[[ Input, beginning ]]

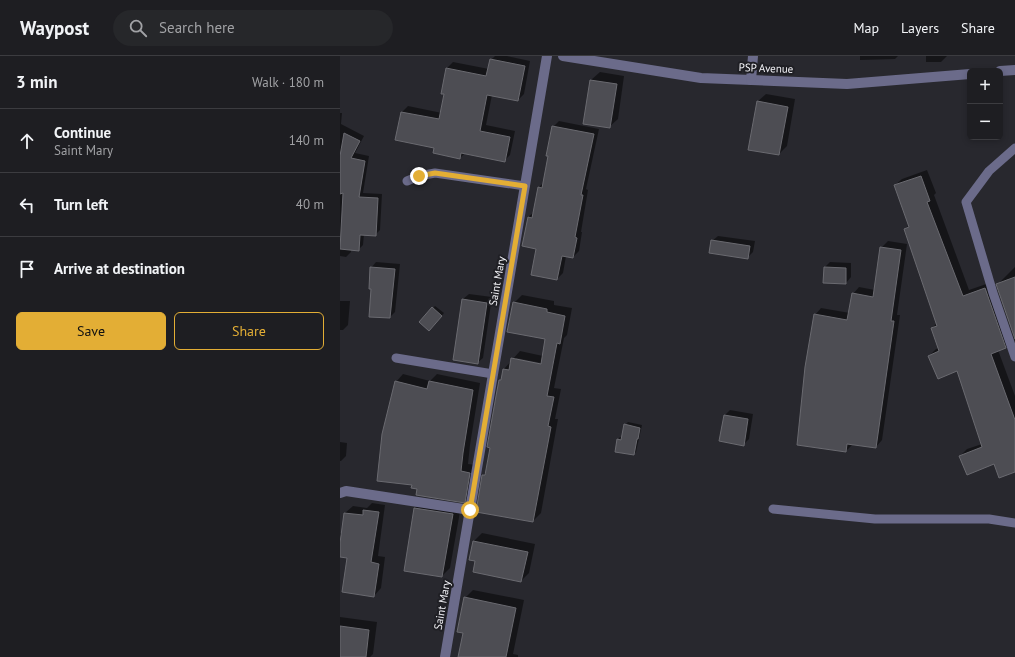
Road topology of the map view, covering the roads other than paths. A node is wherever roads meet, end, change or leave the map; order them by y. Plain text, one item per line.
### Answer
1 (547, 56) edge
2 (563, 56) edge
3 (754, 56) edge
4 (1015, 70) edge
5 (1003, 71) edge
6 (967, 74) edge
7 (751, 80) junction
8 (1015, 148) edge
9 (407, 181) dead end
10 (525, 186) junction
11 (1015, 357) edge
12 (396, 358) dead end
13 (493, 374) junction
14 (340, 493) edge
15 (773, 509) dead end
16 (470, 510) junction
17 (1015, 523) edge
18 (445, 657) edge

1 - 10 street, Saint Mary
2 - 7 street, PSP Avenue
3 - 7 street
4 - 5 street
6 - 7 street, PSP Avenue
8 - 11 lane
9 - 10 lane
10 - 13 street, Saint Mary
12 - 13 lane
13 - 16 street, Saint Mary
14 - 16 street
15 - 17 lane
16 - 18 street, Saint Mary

[[ Input, end ]]
[[ Input, beginning ]]

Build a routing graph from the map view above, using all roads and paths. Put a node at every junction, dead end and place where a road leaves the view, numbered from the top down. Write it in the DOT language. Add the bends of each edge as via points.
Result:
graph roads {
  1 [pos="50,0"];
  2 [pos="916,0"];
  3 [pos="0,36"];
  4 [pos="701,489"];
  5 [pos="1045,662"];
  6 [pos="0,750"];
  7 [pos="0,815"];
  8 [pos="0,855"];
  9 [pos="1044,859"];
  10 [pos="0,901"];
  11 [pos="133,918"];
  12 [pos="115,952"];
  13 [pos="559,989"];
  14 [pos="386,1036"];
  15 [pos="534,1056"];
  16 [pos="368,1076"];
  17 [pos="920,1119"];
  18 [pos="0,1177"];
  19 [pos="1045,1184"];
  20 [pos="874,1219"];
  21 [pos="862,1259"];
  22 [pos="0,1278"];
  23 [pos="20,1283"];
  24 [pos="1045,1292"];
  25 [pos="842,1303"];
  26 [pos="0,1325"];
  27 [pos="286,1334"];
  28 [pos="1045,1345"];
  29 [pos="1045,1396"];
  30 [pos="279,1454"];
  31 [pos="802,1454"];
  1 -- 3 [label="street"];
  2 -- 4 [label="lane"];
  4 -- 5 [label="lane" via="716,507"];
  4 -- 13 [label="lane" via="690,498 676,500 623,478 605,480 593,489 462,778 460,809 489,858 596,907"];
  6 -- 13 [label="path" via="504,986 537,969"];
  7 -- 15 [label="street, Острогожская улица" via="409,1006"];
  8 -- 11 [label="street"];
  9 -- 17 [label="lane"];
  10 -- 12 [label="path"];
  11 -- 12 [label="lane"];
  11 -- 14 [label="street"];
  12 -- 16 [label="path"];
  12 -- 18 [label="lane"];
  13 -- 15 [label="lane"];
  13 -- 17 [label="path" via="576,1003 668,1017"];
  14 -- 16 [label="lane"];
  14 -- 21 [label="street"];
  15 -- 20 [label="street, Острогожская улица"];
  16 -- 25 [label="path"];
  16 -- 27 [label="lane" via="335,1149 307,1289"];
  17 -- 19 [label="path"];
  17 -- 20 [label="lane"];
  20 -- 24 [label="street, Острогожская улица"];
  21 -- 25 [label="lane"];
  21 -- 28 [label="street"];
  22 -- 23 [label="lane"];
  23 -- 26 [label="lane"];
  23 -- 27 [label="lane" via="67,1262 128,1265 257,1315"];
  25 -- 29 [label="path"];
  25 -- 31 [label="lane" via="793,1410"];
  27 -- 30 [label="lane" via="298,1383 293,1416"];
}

[[ Input, end ]]

Requirement :: Return the lines above that include the string "node".

Output ::
Road topology of the map view, covering the roads other than paths. A node is wherever roads meet, end, change or leave the map; order them by y. Plain text, one item per line.
Build a routing graph from the map view above, using all roads and paths. Put a node at every junction, dead end and place where a road leaves the view, numbered from the top down. Write it in the DOT language. Add the bends of each edge as via points.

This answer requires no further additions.